Fmoc-Conjugated PEG-Vitamin E2 Micelles for Tumor-Targeted Delivery of Paclitaxel: Enhanced Drug-Carrier Interaction and Loading Capacity

The purpose of this study is to develop an improved drug delivery system for enhanced paclitaxel (PTX) loading capacity and formulation stability based on PEG(5K)-(vitamin E)(2) (PEG(5K)-VE2) system. PEG(5K)-(fluorenylmethoxycarbonyl)-(vitamin E)(2) (PEG(5K)-FVE2) was synthesized using lysine as the scaffold. PTX-loaded PEG(5K)-FVE2 micelles were prepared and characterized. Fluorescence intensity of Fmoc in the micelles was measured as an indicator of drug-carrier interaction. Cytotoxicity of the micelle formulations was tested on various tumor cell lines. The therapeutic efficacy and toxicity of PTX-loaded micelles were investigated using a syngeneic mouse model of breast cancer (4T1.2).

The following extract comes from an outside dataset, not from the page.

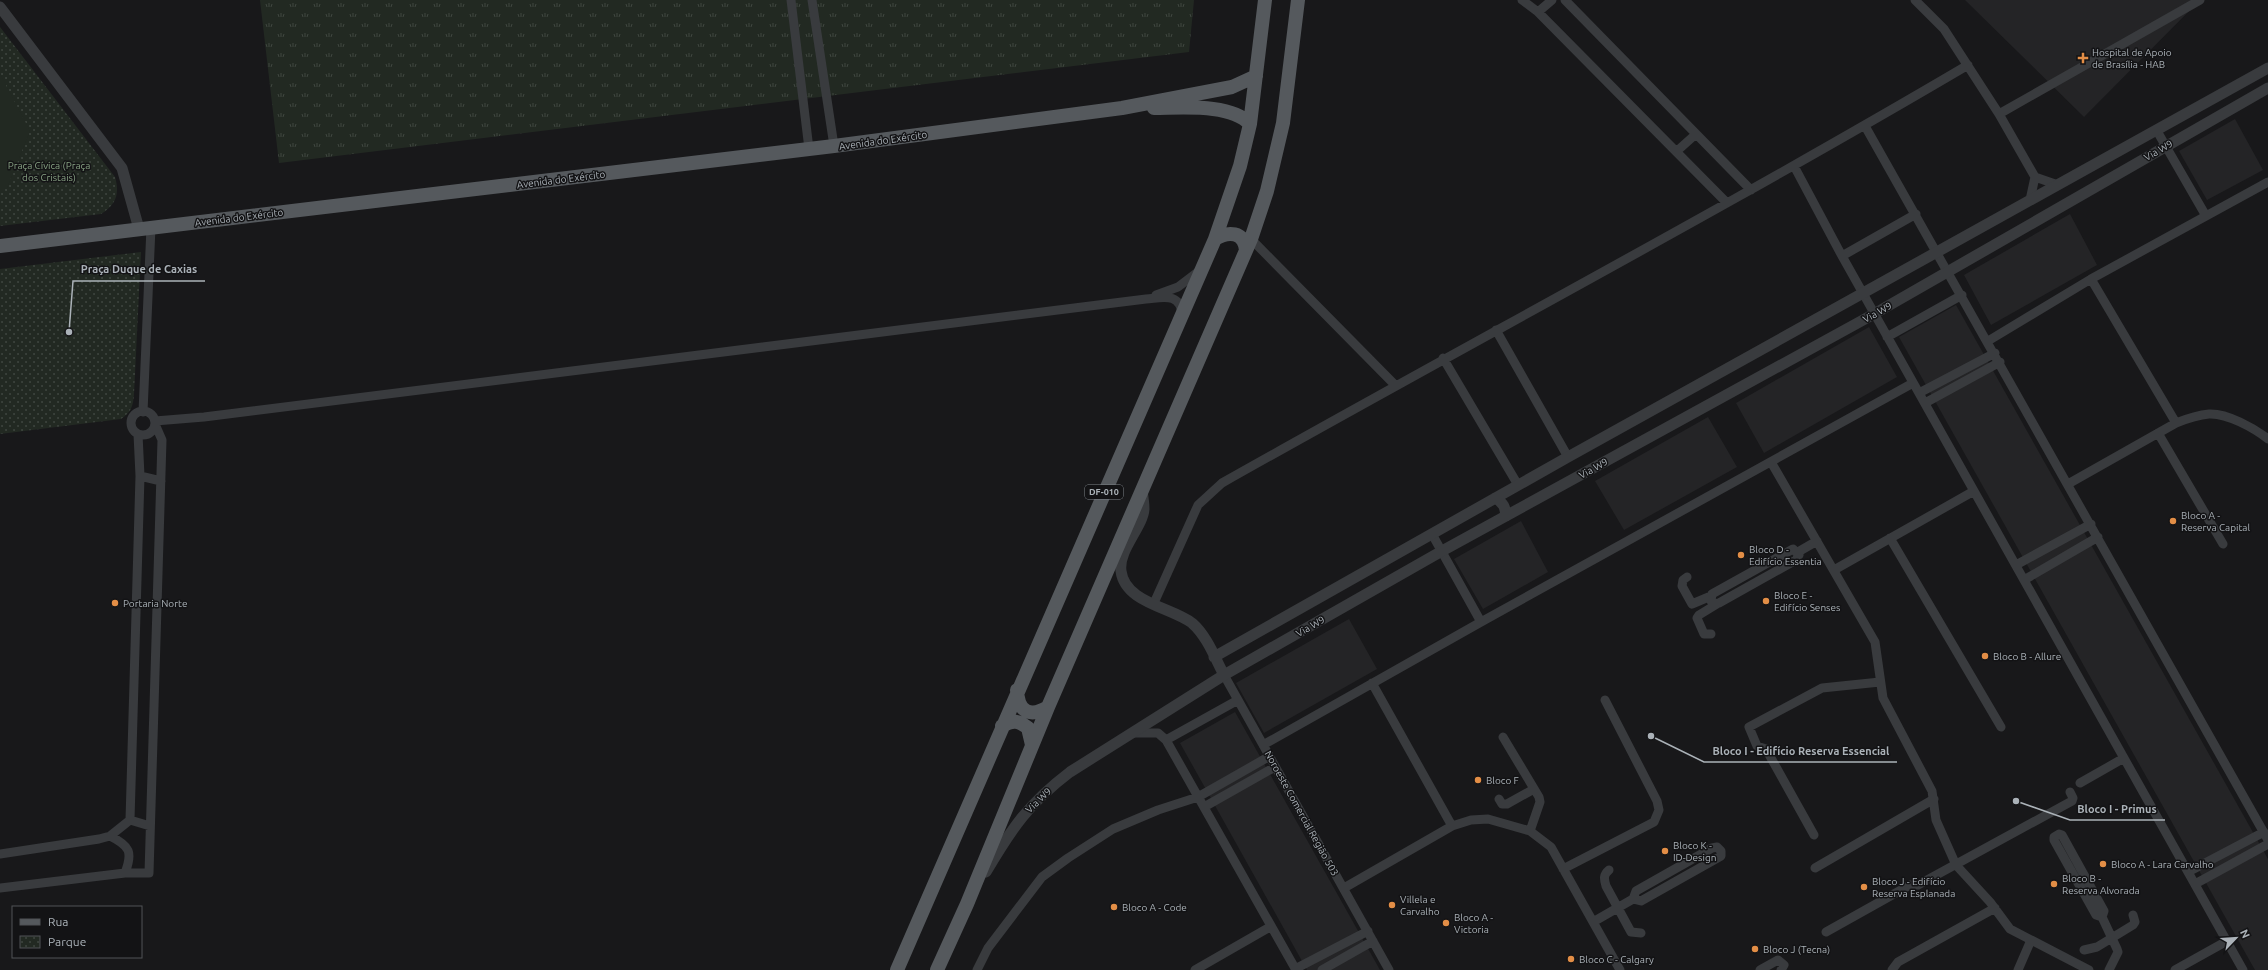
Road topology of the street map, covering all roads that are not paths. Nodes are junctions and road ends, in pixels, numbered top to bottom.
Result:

Our data suggest that the PEG(5K)-FVE2 micelles have a low CMC value of 4 mu g/mL and small sizes (similar to 60 nm). The PTX loading capacity of PEG(5K)-FVE2 micelles was much higher than that of PEG(5K)-VE2 micelles. The Fmoc/PTX physical interaction was clearly demonstrated by a fluorescence quenching assay. PTX-loaded PEG(5K)-FVE2 micelles exerted more potent cytotoxicity than free PTX or Taxol formulation in vitro. Finally, intravenous injection of PTX-loaded PEG(5K)-FVE2 micelles showed superior anticancer activity compared with PEG(5K)-VE2 formulation with minimal toxicity in a mouse model of breast cancer. In summary, incorporation of a drug-interactive motif (Fmoc) into PEG(5K)-VE2 micelles represents an effective strategy to improve the micelle formulation for the delivery of PTX.